## The task
In the data below, how many lines contain the string "mouth"? Give only the figure.
--
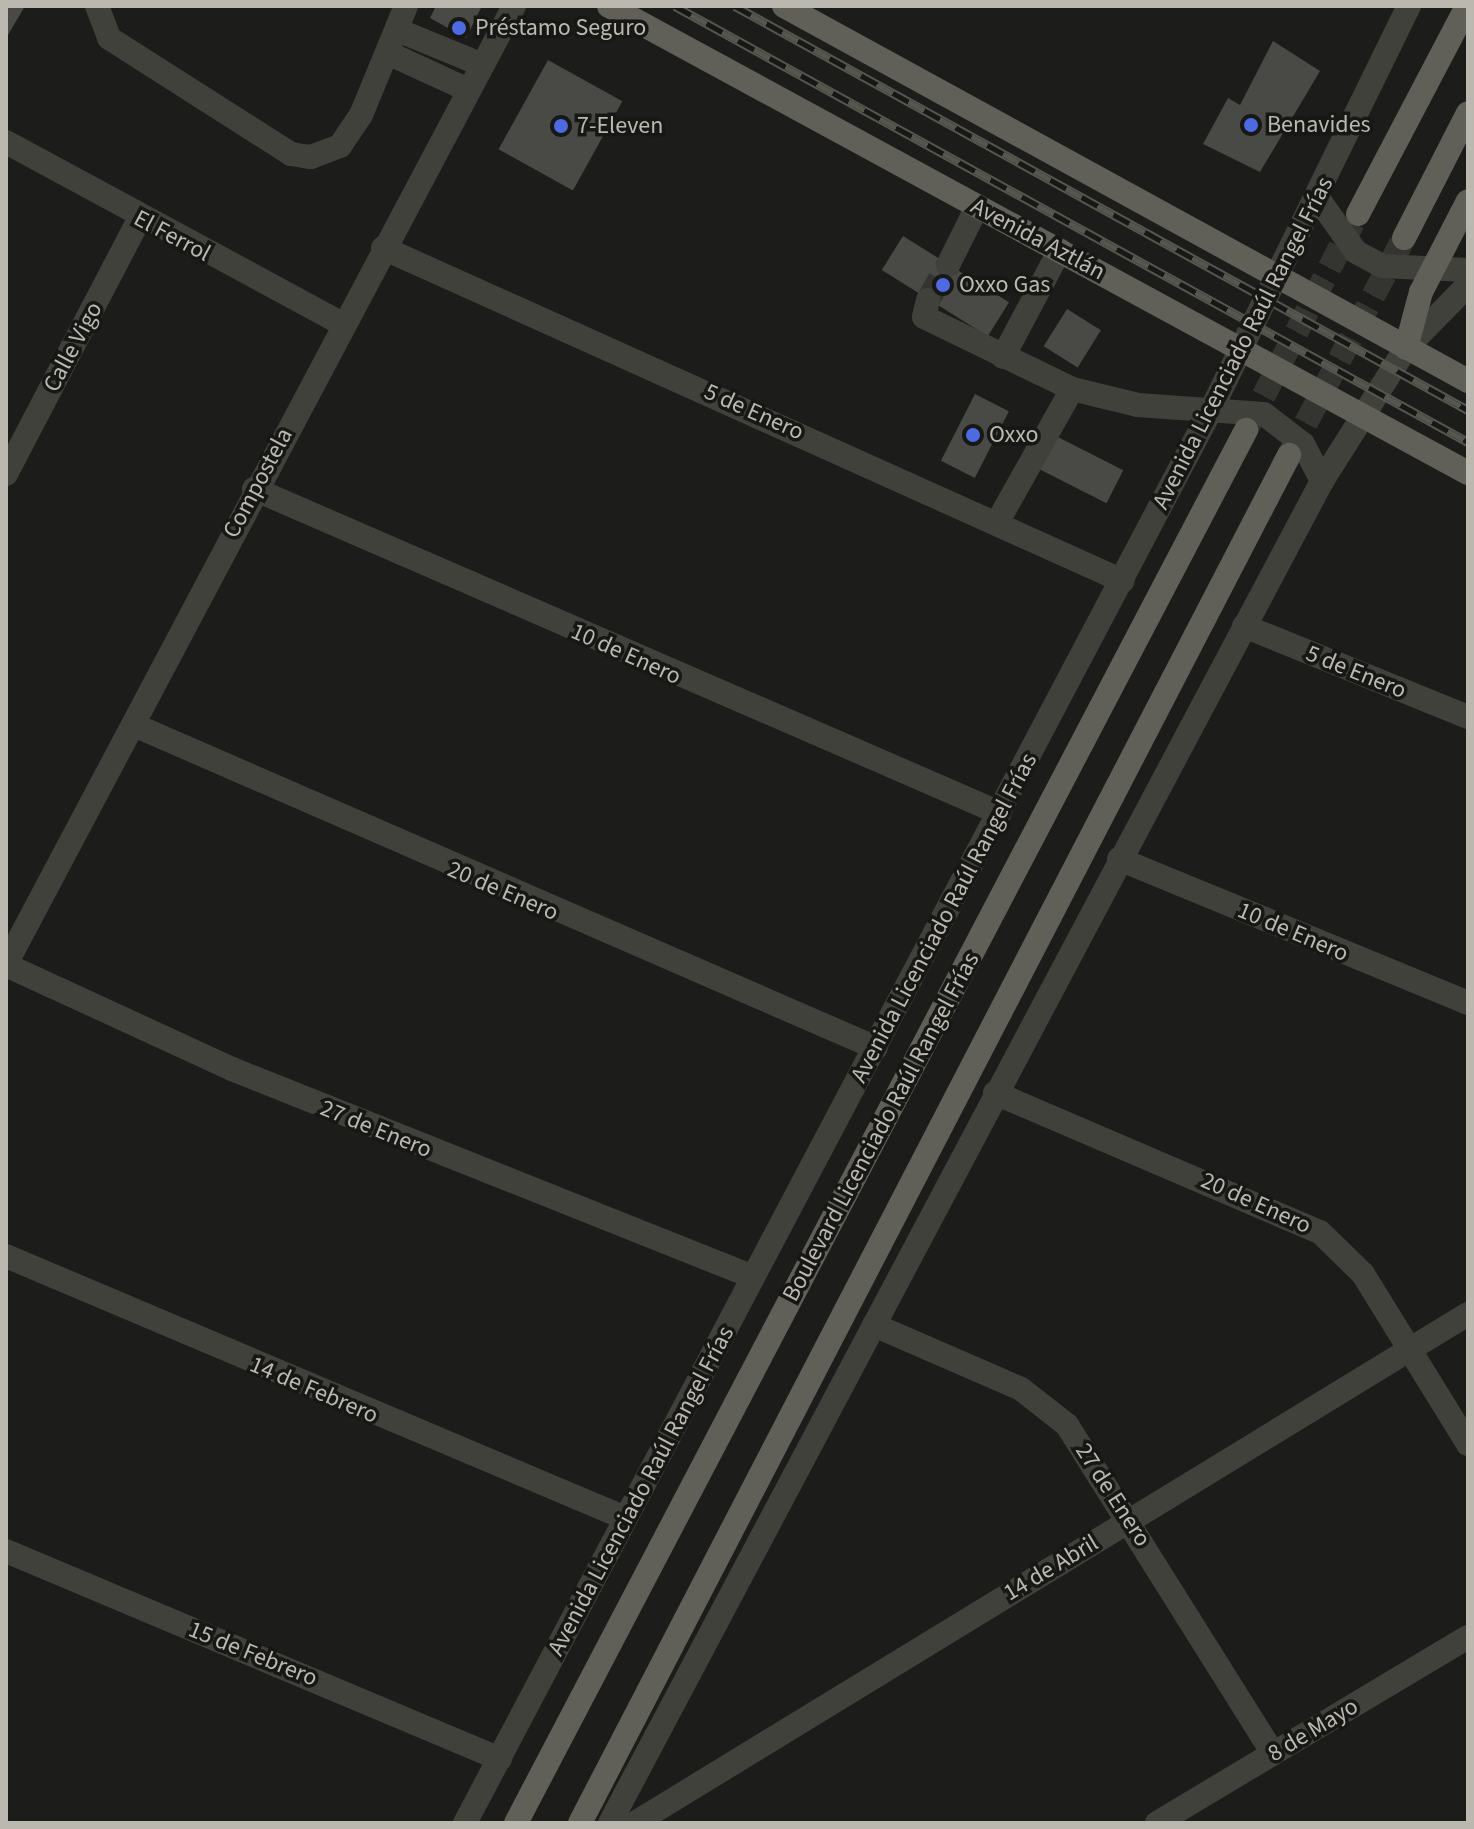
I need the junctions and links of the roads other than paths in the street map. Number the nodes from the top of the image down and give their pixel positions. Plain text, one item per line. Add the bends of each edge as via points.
1 (97, 6) edge
2 (406, 6) edge
3 (514, 6) edge
4 (609, 6) edge
5 (784, 6) edge
6 (1409, 6) edge
7 (1467, 6) edge
8 (400, 31) junction
9 (390, 54) junction
10 (480, 64) junction
11 (466, 89) junction
12 (1468, 113) edge
13 (6, 142) edge
14 (1317, 197) junction
15 (1468, 201) edge
16 (977, 207) junction
17 (1358, 214) tunnel mouth
18 (139, 220) junction
19 (1404, 238) tunnel mouth
20 (383, 248) junction
21 (1060, 250) junction
22 (948, 265) tunnel mouth
23 (1468, 270) edge
24 (1429, 273) junction
25 (1277, 274) junction
26 (1468, 285) edge
27 (928, 300) dead end
28 (342, 324) junction
29 (1240, 348) junction
30 (1406, 348) junction
31 (1003, 357) junction
32 (1468, 381) edge
33 (1072, 389) junction
34 (1211, 410) junction
35 (1363, 416) junction
36 (1246, 430) tunnel mouth
37 (1289, 455) tunnel mouth
38 (1468, 473) edge
39 (6, 474) edge
40 (1322, 481) junction
41 (254, 489) junction
42 (998, 521) junction
43 (1123, 581) junction
44 (1244, 626) junction
45 (1468, 717) edge
46 (134, 725) junction
47 (1000, 813) junction
48 (1119, 859) junction
49 (6, 964) edge
50 (1468, 1003) edge
51 (876, 1048) junction
52 (995, 1093) junction
53 (6, 1256) edge
54 (753, 1277) junction
55 (1468, 1314) edge
56 (874, 1325) junction
57 (1411, 1349) junction
58 (1468, 1444) edge
59 (625, 1518) junction
60 (1130, 1520) junction
61 (6, 1551) edge
62 (1468, 1637) edge
63 (1273, 1754) junction
64 (500, 1759) junction
65 (465, 1823) edge
66 (516, 1823) edge
67 (580, 1823) edge
68 (610, 1823) edge
69 (635, 1823) edge
70 (1157, 1823) edge

1 - 9 street via 109,38 291,154 311,157 340,146
2 - 8 street
3 - 10 street, Compostela
4 - 16 main road, Avenida Aztlán
5 - 25 main road
6 - 14 street, Avenida Licenciado Raúl Rangel Frías
7 - 17 main road
8 - 9 street
8 - 10 street
9 - 11 street
10 - 11 street, Compostela
11 - 20 street, Compostela
12 - 19 main road
13 - 18 street, El Ferrol
14 - 24 street via 1356,252 1382,266
14 - 25 street, Avenida Licenciado Raúl Rangel Frías
15 - 24 main road
16 - 21 main road, Avenida Aztlán
16 - 22 street
18 - 28 street, El Ferrol
18 - 39 street, Calle Vigo
20 - 28 street, Compostela
20 - 42 street, 5 de Enero
21 - 29 main road, Avenida Aztlán
21 - 31 street
23 - 24 street
24 - 30 main road
25 - 29 street, Avenida Licenciado Raúl Rangel Frías
25 - 30 main road
26 - 30 street
27 - 31 street via 924,317
28 - 41 street, Compostela
29 - 34 street, Avenida Licenciado Raúl Rangel Frías
29 - 35 main road, Avenida Aztlán
30 - 32 main road
30 - 35 street
31 - 33 street
33 - 34 street via 1138,405
33 - 42 street
34 - 40 street via 1264,414 1286,425
34 - 43 street, Avenida Licenciado Raúl Rangel Frías
35 - 38 main road, Avenida Aztlán
35 - 40 street
36 - 66 main road, Boulevard Licenciado Raúl Rangel Frías
37 - 67 main road, Boulevard Licenciado Raúl Rangel Frías
40 - 44 street
41 - 46 street, Compostela
41 - 47 street, 10 de Enero
42 - 43 street, 5 de Enero
43 - 47 street, Avenida Licenciado Raúl Rangel Frías
44 - 45 street, 5 de Enero
44 - 48 street
46 - 49 street, Compostela
46 - 51 street, 20 de Enero
47 - 51 street, Avenida Licenciado Raúl Rangel Frías
48 - 50 street, 10 de Enero
48 - 52 street
49 - 54 street, 27 de Enero via 232,1069
51 - 54 street, Avenida Licenciado Raúl Rangel Frías
52 - 56 street
52 - 57 street, 20 de Enero via 1320,1232 1363,1274
53 - 59 street, 14 de Febrero
54 - 59 street, Avenida Licenciado Raúl Rangel Frías
55 - 57 street, 14 de Abril
56 - 60 street, 27 de Enero via 1043,1402
56 - 68 street
57 - 58 street, 20 de Enero
57 - 60 street, 14 de Abril
59 - 64 street, Avenida Licenciado Raúl Rangel Frías
60 - 63 street, 27 de Enero
60 - 69 street, 14 de Abril
61 - 64 street, 15 de Febrero
62 - 63 street, 8 de Mayo
63 - 70 street, 8 de Mayo
64 - 65 street, Avenida Licenciado Raúl Rangel Frías

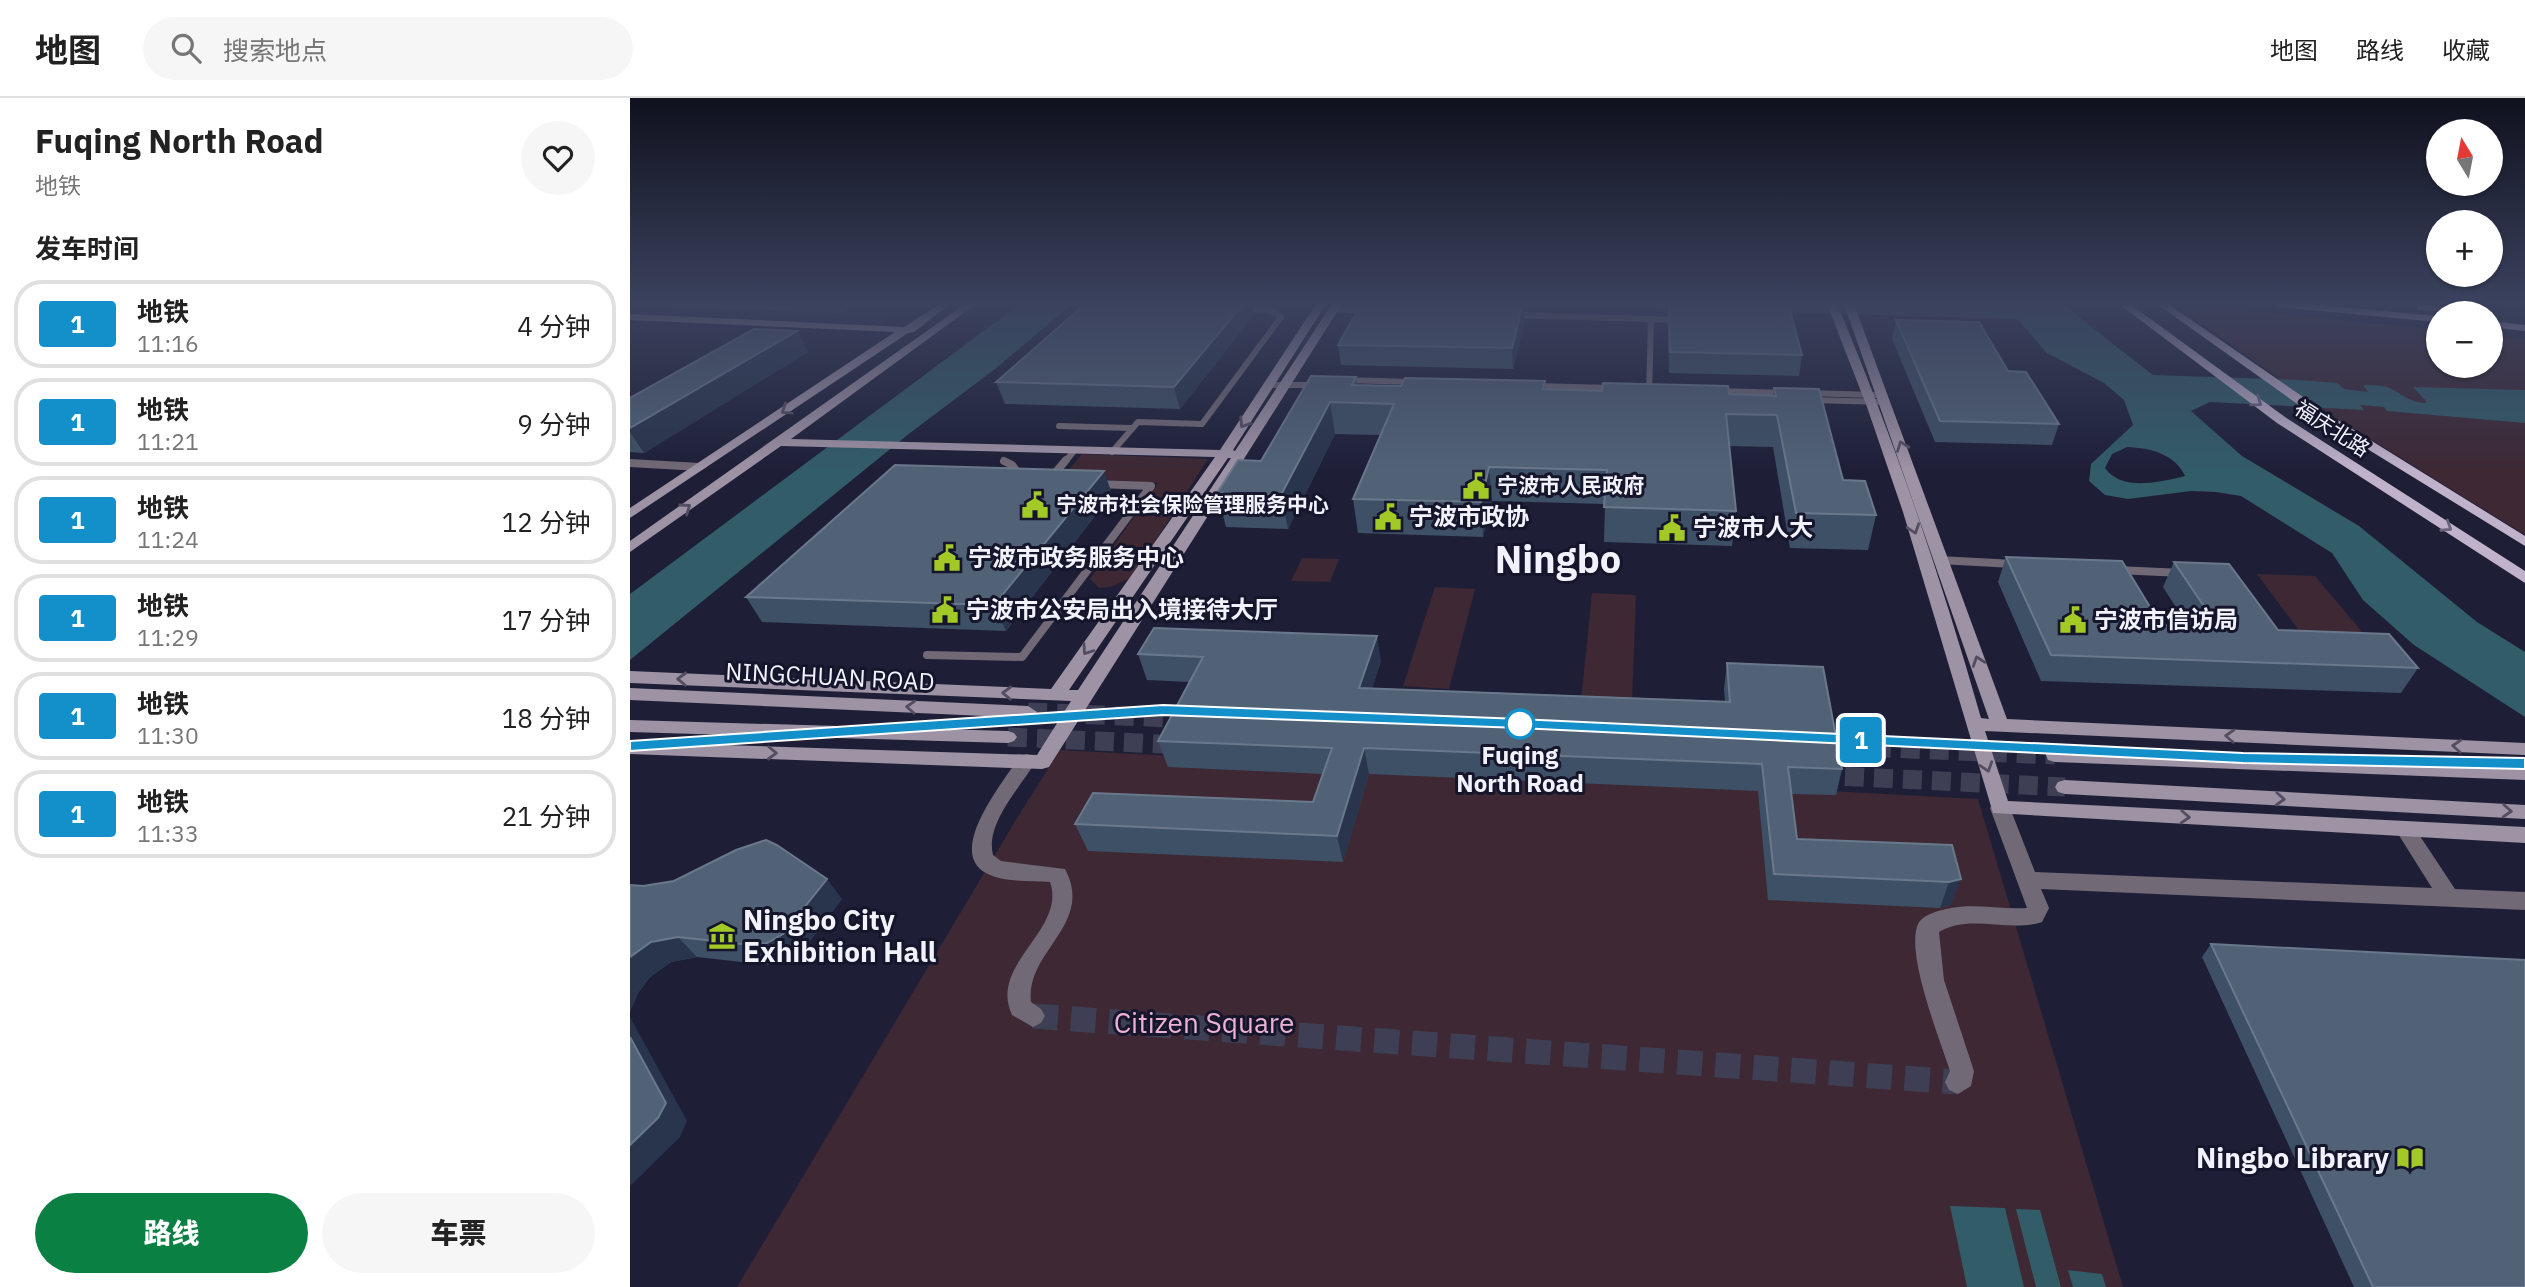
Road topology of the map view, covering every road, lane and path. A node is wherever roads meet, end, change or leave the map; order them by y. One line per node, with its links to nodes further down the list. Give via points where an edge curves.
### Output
1 (861, 359): 35 (street, one-way to 35)
2 (894, 359): 29 (street)
3 (1250, 359): 28 (lane, via 1202,424 1138,422)
4 (1294, 359): 10 (street)
5 (1650, 359): 19 (lane)
6 (1859, 359): 24 (street)
7 (1866, 359): 24 (street)
8 (2199, 359): 49 (main road, 福庆北路, one-way to 49, via 2281,420)
9 (2241, 359): 42 (main road, 福庆北路, via 2321,415)
10 (1279, 382): 11 (lane); 12 (lane); 32 (street)
11 (1427, 383)
12 (1325, 386)
13 (1338, 386): 14 (lane)
14 (1419, 388)
15 (1526, 389): 17 (lane)
16 (1705, 391): 21 (lane)
17 (1622, 392)
18 (1635, 392): 19 (lane)
19 (1649, 393): 20 (lane)
20 (1663, 393)
21 (1788, 393)
22 (1801, 393): 24 (lane)
23 (1715, 398): 25 (lane)
24 (1878, 399): 26 (lane); 44 (street, one-way to 44); 45 (street, one-way to 24)
25 (1794, 400)
26 (1808, 400)
27 (1059, 426): 28 (lane)
28 (1131, 428): 30 (lane)
29 (783, 439): 30 (street); 31 (street); 43 (street, one-way to 29)
30 (1114, 449): 31 (street); 32 (street)
31 (1074, 451): 38 (lane)
32 (1233, 451): 53 (street, one-way to 53); 54 (street)
33 (1004, 461): 36 (lane, via 1026,482)
34 (630, 463): 35 (street)
35 (700, 467): 41 (street)
36 (1013, 481)
37 (1037, 482): 38 (lane)
38 (1048, 482): 39 (lane)
39 (1060, 483)
40 (1086, 484): 50 (lane, via 1151,486 1023,657)
41 (630, 514)
42 (2525, 542)
43 (630, 548)
44 (1924, 559): 45 (lane); 56 (street)
45 (1943, 560): 46 (lane); 58 (street, one-way to 45)
46 (2024, 565)
47 (2104, 569): 48 (lane)
48 (2198, 575)
49 (2525, 578)
50 (928, 655)
51 (630, 677): 53 (street, one-way to 51)
52 (630, 694): 55 (street, NINGCHUAN ROAD, one-way to 52)
53 (1056, 695): 54 (street)
54 (1083, 696): 63 (street, via 1042,762)
55 (1028, 712)
56 (1974, 724): 58 (street); 66 (street, one-way to 66)
57 (630, 726): 59 (street)
58 (2000, 726): 61 (street, one-way to 58)
59 (1008, 737)
60 (630, 748): 63 (street, one-way to 63)
61 (2525, 749)
62 (2055, 755): 64 (street)
63 (1027, 761): 73 (street, via 989,821 979,852 993,867 1058,875 1065,886 1060,911 1018,990 1020,1008)
64 (2525, 773)
65 (2065, 787): 67 (street, one-way to 67)
66 (2000, 808): 68 (street, one-way to 68); 70 (street)
67 (2525, 813)
68 (2405, 829): 69 (street); 71 (street)
69 (2525, 835)
70 (2027, 880): 71 (street); 74 (street, via 2038,908 2034,916 1958,915 1938,918 1928,927 1926,941 1936,985 1962,1071)
71 (2449, 898): 72 (street)
72 (2525, 901)
73 (1033, 1016)
74 (1958, 1082)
--
## Answer below
5